Johnson and her husband live in the town of Orion south of Richland Center and met Montry when he took a dance class for dads at Holly Johnson’s Dance Elite studio, where his daughter was taking a class. The trio began talking about buying the outdoor theater and the indoor Center Cinema downtown while sitting around a pool at Disney World over spring break. The theaters came as a package, but the outdoor theater did not include the land. It is leased but would have reverted back to farmland had the Starlite closed for a year or more.
“It’s pretty entertaining. Most of us aren’t that coordinated,” Montry, who owns a basement repair business, said of his dancing. “It kind of turned out to be an expensive group to belong to.”
The last two weeks of June were spent remodeling the concession stand and building a stage under the outdoor screen. They finished just in time to host an outdoor recital on June 26 and 27 for Johnson’s students who dance at her studios in Richland Center, Fennimore and Prairie du Chien. Over 1,000 people attended the recitals, normally held indoors but pushed outside due to COVID-19. The drive-in showed the Garth Brooks concert that weekend and its first movie of the season on July 3.
Bill Muth purchased the indoor cinemas and Starlite in 1988. After he put the business up for sale in October for $180,000, there were 23 people interested in the property, some from out of state.
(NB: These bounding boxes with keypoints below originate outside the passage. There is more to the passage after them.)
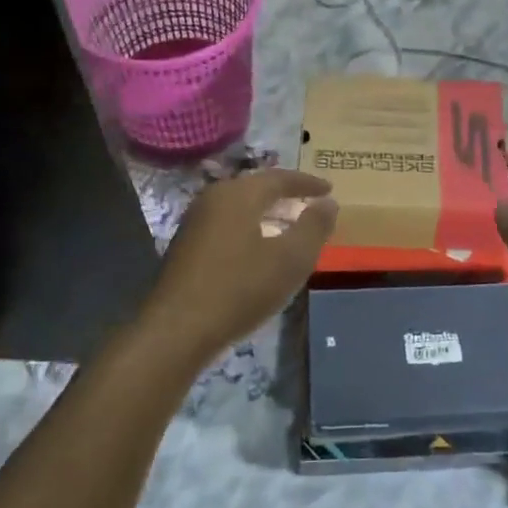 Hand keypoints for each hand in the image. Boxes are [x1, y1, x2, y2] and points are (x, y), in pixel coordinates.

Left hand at [145, 168, 337, 358]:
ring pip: (240, 208)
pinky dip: (251, 229)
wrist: (178, 329)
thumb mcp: (291, 259)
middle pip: (256, 189)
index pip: (279, 178)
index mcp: (239, 194)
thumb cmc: (241, 289)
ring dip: (267, 214)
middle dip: (286, 196)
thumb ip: (314, 227)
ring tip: (290, 229)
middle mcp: (213, 199)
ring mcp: (195, 222)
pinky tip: (260, 252)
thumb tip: (328, 202)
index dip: (307, 183)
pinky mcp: (186, 246)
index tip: (329, 189)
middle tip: (310, 206)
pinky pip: (227, 226) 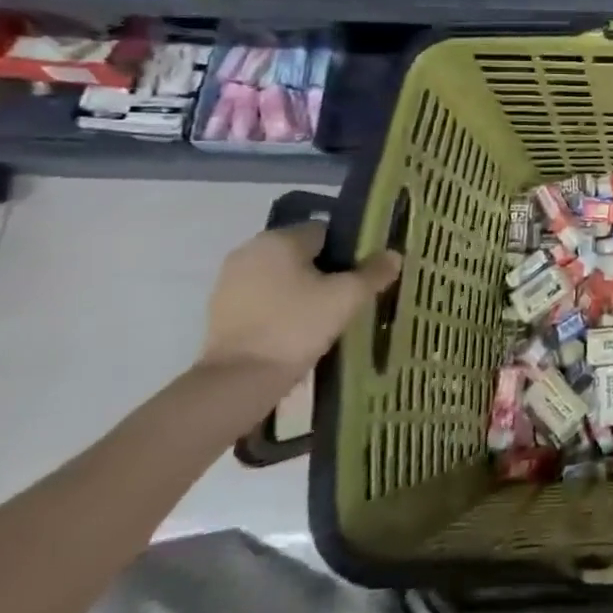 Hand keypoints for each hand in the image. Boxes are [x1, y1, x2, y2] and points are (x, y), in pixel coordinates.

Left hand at [200, 223, 402, 383]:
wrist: (238, 381)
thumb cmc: (296, 326)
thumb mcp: (347, 297)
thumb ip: (374, 272)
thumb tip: (393, 255)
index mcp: (279, 238)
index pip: (326, 231)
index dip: (349, 251)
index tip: (363, 275)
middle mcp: (250, 250)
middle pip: (302, 253)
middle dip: (325, 271)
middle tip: (348, 297)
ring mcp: (230, 281)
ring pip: (281, 276)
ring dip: (301, 289)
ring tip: (325, 316)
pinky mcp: (220, 310)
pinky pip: (263, 297)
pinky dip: (280, 307)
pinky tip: (297, 329) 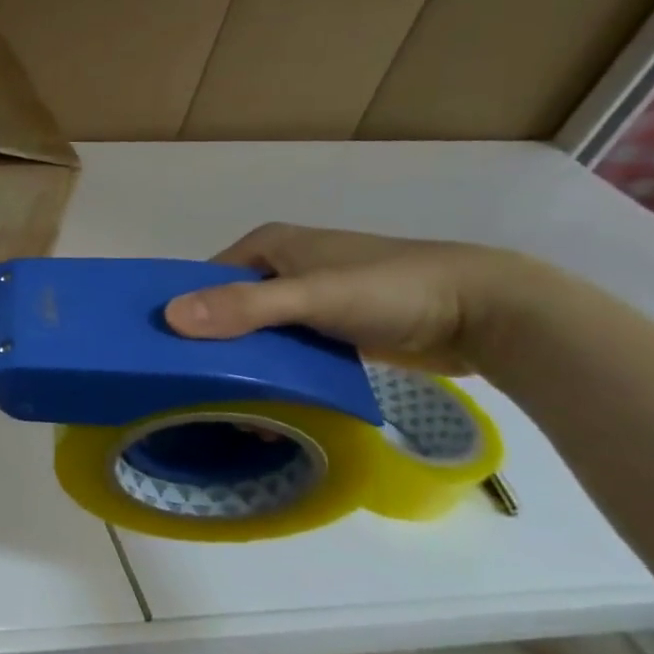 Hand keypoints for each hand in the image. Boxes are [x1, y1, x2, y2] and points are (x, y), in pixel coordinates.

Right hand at [162, 223, 531, 373]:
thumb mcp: (312, 296)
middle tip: (192, 389)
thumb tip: (167, 318)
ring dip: (243, 367)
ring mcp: (309, 300)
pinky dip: (274, 375)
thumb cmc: (393, 290)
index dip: (182, 312)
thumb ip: (244, 307)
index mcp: (267, 246)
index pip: (203, 281)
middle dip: (212, 348)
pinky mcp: (334, 330)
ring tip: (226, 407)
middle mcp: (282, 268)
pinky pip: (287, 352)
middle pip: (227, 310)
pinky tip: (263, 405)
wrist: (491, 314)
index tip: (163, 354)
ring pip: (257, 335) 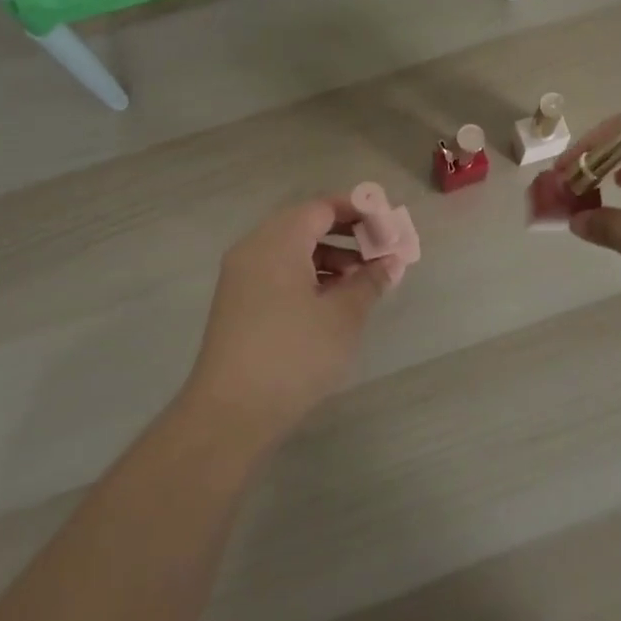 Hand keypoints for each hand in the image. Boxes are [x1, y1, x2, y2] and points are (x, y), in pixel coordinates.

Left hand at [183, 197, 397, 446]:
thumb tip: (390, 262)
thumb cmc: (294, 354)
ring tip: (363, 282)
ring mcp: (242, 276)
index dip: (359, 211)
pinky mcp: (238, 302)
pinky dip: (308, 275)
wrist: (230, 413)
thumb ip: (370, 282)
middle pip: (306, 224)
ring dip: (330, 257)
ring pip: (292, 250)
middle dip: (347, 235)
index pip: (322, 207)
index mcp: (278, 240)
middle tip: (381, 251)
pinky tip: (332, 301)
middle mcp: (255, 248)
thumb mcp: (343, 316)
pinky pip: (279, 272)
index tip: (389, 224) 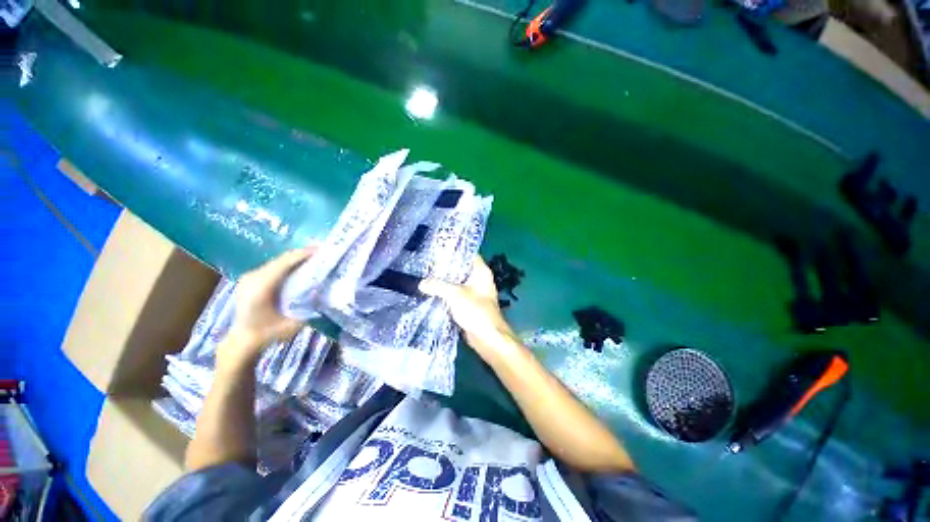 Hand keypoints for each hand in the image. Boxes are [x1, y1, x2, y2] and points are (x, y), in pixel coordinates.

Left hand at [219, 247, 314, 368]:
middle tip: (321, 252)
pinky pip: (272, 266)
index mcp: (261, 289)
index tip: (321, 250)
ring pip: (276, 261)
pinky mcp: (250, 279)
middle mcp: (252, 279)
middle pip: (280, 260)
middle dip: (301, 254)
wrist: (243, 340)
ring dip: (295, 258)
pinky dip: (287, 264)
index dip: (302, 255)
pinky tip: (299, 265)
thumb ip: (307, 308)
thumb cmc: (269, 334)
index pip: (283, 264)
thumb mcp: (293, 325)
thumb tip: (321, 292)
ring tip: (313, 257)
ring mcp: (249, 277)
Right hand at [419, 257, 517, 362]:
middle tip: (427, 262)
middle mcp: (479, 279)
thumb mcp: (455, 294)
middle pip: (460, 268)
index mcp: (481, 271)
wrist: (487, 337)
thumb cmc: (475, 310)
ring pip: (457, 282)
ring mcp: (474, 292)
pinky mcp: (469, 304)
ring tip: (426, 275)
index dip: (454, 250)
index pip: (468, 254)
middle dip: (445, 267)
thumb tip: (421, 283)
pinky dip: (446, 292)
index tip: (437, 248)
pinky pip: (456, 294)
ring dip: (444, 281)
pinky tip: (432, 291)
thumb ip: (437, 286) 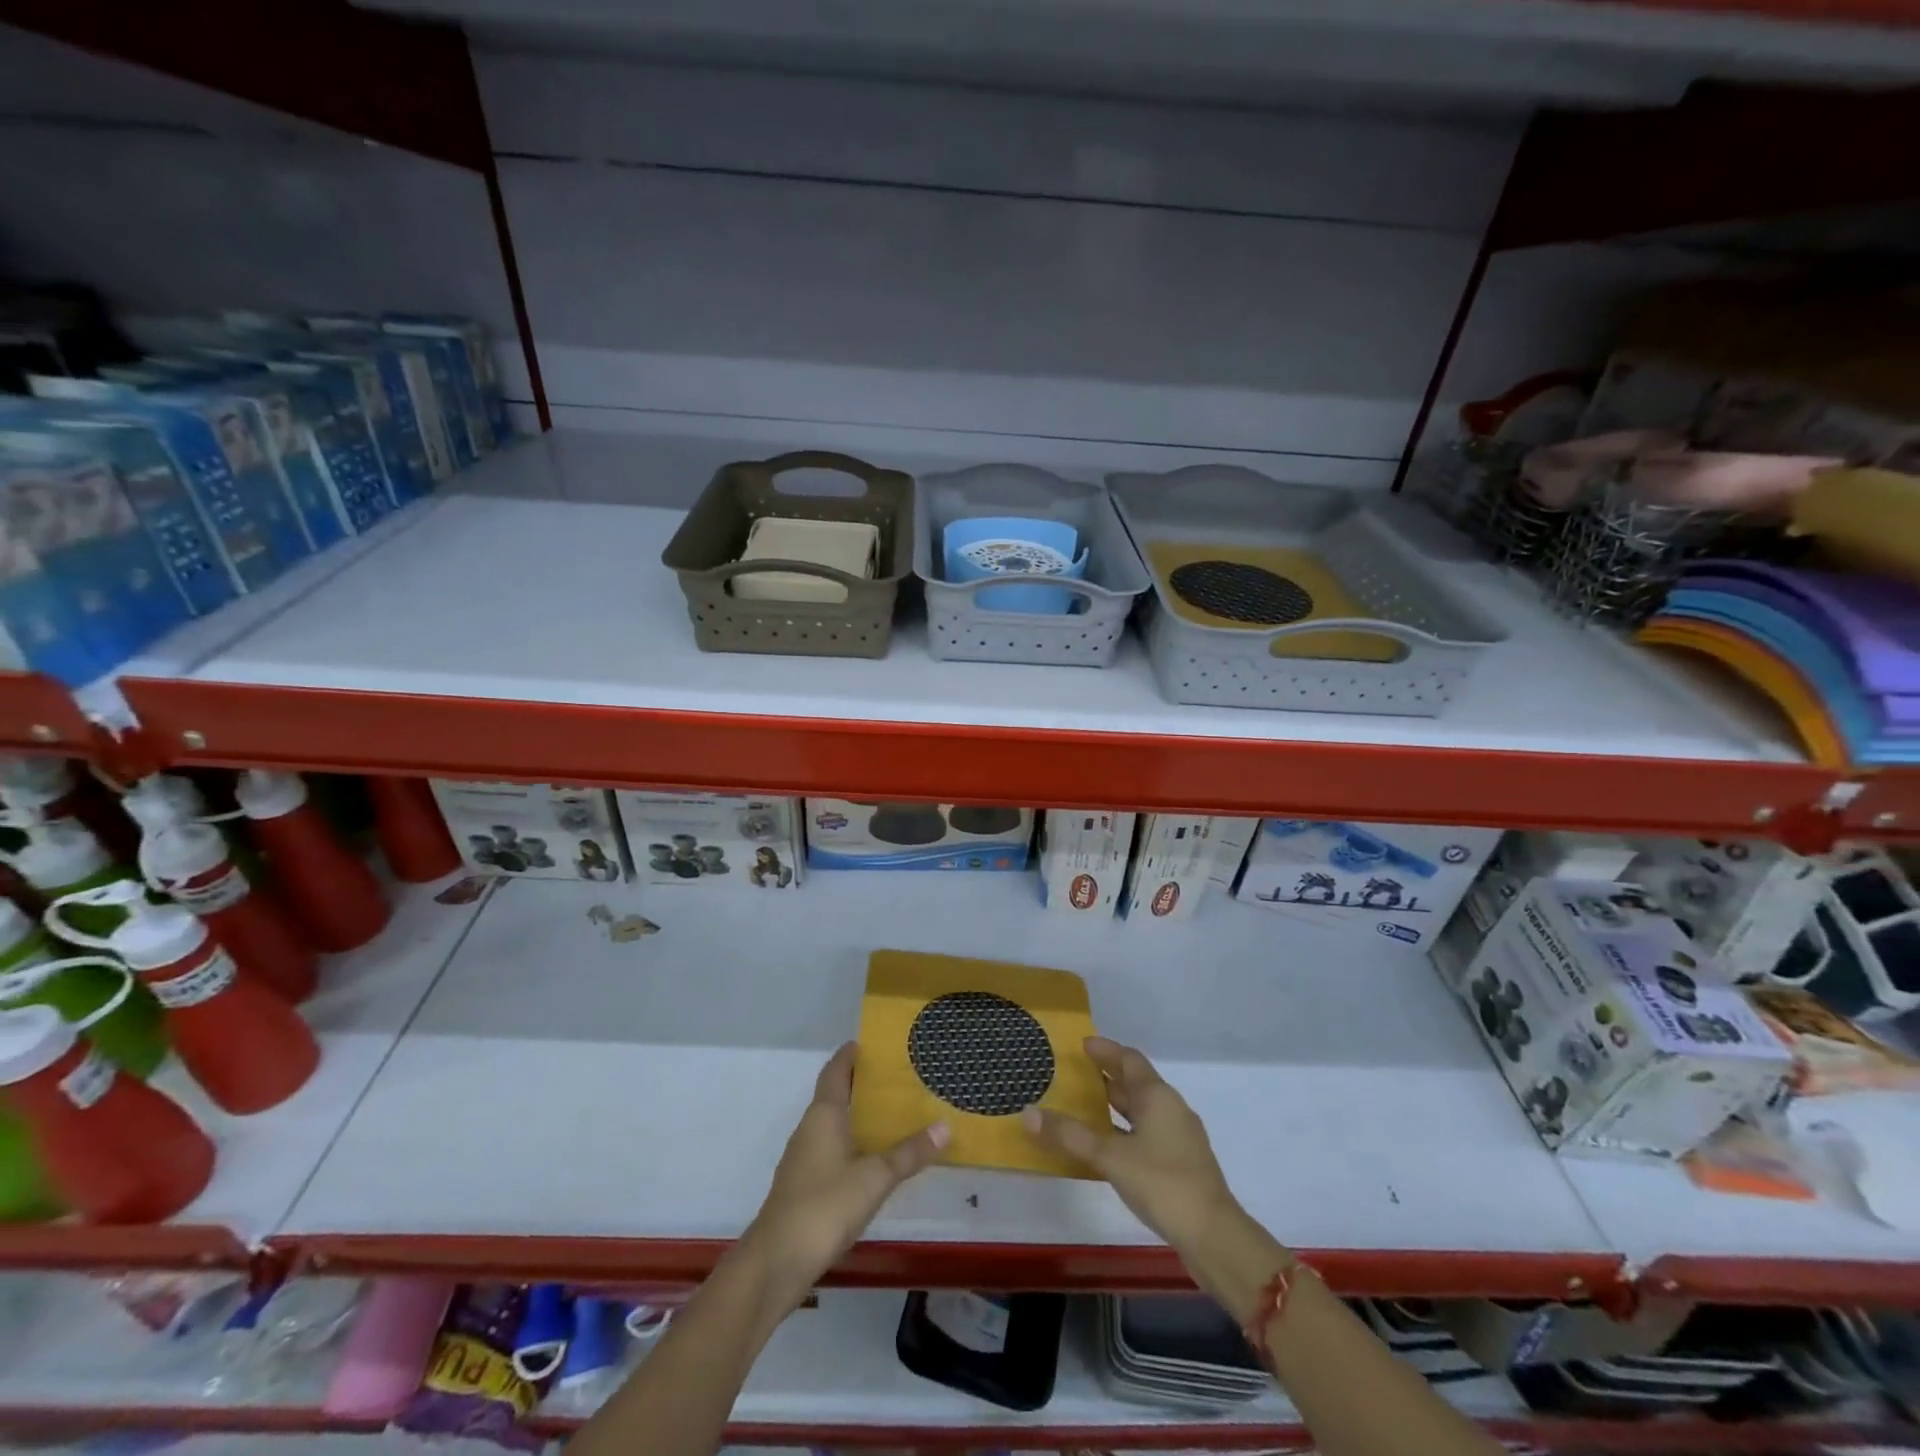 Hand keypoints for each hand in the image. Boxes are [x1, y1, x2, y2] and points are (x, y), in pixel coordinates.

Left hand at [741, 1042, 948, 1309]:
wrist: (776, 1262)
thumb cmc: (825, 1206)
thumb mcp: (875, 1178)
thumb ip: (909, 1153)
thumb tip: (945, 1126)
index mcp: (823, 1115)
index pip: (835, 1071)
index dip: (849, 1055)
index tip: (870, 1043)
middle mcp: (810, 1129)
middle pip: (834, 1096)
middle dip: (859, 1085)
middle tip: (894, 1078)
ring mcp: (803, 1159)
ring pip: (832, 1125)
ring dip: (856, 1116)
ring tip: (891, 1115)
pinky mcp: (803, 1186)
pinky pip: (831, 1150)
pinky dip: (851, 1144)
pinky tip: (872, 1159)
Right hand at [1022, 1036, 1238, 1257]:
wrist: (1214, 1236)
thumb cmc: (1162, 1183)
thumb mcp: (1110, 1157)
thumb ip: (1069, 1135)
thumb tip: (1028, 1112)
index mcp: (1157, 1096)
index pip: (1129, 1059)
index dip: (1106, 1050)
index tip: (1082, 1044)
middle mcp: (1171, 1108)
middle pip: (1136, 1083)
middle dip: (1107, 1076)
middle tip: (1076, 1073)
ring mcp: (1179, 1136)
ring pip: (1142, 1109)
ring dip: (1116, 1104)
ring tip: (1085, 1106)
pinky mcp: (1181, 1163)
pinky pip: (1147, 1132)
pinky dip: (1125, 1129)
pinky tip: (1108, 1145)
He’s grateful that the business will remain locally owned by the Johnsons and Montry.
“They understand the people around here and they know the community,” said Muth, who is helping out during the transition. “I was real comfortable with selling to these guys. They’ll do a good job.”
On that Friday night, employees wore masks, there was a separate entrance and exit for the concession stand, and signs encouraging social distancing.
Seirra and Ethan McCracken made the 35-mile drive from their home in Edmund, in rural Iowa County. The couple, married just two weeks, sat on the hood of their 1990 Dodge D150 pickup, using the windshield as a backrest. For Sierra, 21, it was her first outdoor movie.
“In a movie theater you’re kind of like all scrunched in and stuff,” said Sierra, who has been with Ethan, 23, for four years. “Here, you get to enjoy the weather and the movie and the stars and everything all in one.”